EXTRACTED ENTRIES:

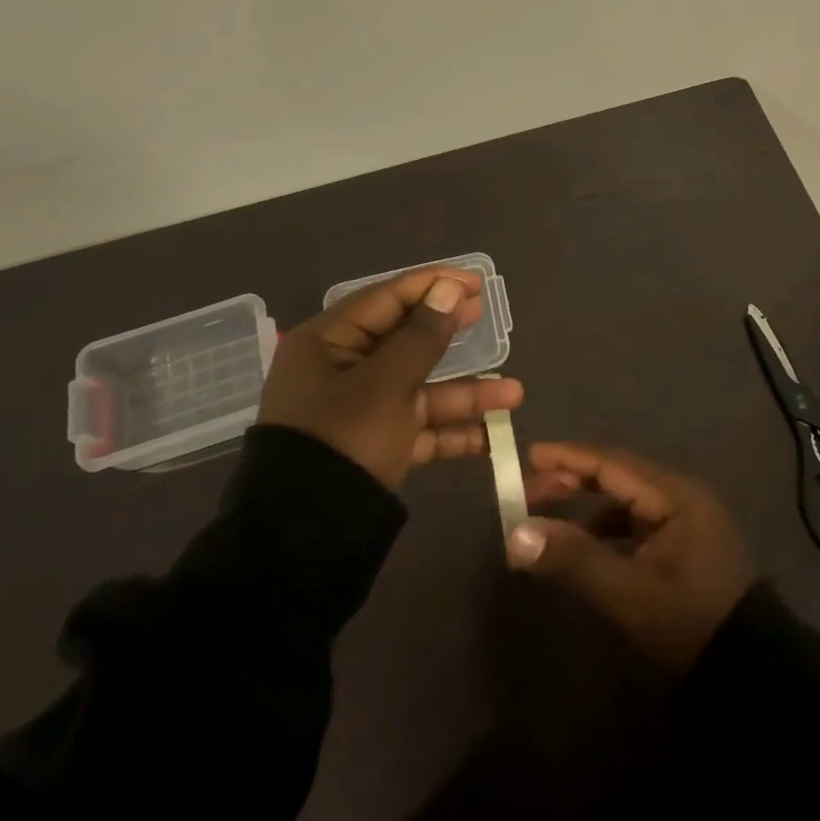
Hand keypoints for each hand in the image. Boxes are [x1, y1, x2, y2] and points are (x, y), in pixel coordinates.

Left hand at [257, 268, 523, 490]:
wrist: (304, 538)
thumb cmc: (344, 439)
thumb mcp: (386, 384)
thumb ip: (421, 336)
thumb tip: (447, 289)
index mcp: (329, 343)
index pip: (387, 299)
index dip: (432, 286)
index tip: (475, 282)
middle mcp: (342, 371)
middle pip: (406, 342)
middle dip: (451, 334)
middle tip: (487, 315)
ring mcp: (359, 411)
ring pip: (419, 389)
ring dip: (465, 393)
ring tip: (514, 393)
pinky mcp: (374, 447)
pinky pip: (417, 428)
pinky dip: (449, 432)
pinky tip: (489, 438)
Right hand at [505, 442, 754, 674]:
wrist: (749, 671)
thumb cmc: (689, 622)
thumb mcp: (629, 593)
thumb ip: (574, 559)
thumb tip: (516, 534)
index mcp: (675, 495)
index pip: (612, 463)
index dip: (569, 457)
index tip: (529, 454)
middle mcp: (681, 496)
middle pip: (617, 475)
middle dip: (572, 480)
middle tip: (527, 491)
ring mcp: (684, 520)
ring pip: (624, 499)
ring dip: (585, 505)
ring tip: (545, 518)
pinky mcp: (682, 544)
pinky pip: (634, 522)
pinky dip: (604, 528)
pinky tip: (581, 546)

* * *

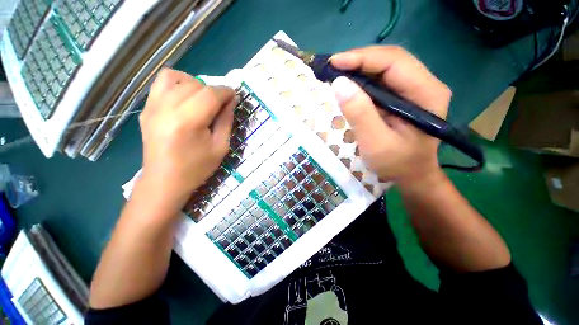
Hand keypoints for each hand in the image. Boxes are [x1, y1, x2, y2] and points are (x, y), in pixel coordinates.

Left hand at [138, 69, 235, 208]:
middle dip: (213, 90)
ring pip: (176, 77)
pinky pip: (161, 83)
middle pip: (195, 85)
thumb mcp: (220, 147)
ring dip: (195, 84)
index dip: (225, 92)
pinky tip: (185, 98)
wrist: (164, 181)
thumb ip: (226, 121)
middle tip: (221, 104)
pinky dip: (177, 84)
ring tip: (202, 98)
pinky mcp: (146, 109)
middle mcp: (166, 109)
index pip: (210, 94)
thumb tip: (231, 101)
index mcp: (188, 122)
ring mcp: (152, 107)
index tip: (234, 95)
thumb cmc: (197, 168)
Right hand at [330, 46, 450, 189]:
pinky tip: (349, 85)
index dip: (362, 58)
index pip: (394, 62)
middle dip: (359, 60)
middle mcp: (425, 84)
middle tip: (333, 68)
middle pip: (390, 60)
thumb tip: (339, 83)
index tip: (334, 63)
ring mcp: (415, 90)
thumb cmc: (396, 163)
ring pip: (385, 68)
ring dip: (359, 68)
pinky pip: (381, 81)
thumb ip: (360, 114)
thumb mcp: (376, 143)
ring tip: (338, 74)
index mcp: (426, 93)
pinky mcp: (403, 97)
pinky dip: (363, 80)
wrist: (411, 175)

WHAT THIS TASK INVOLVES:
Using the data above, reproduce exactly the lines between those holding "index dip: (569, 457)" and "pinky tip: (581, 546)", inclusive, and no others.

TASK SOLUTION:
index dip: (569, 457)
index tip: (529, 454)
middle mcp: (681, 496)
middle pip: (617, 475)
middle dip: (572, 480)
middle tip: (527, 491)
ring mcp: (684, 520)
ring pip: (624, 499)
ring dip: (585, 505)
ring tip: (545, 518)
pinky mcp: (682, 544)
pinky pip: (634, 522)
pinky dip: (604, 528)
pinky tip: (581, 546)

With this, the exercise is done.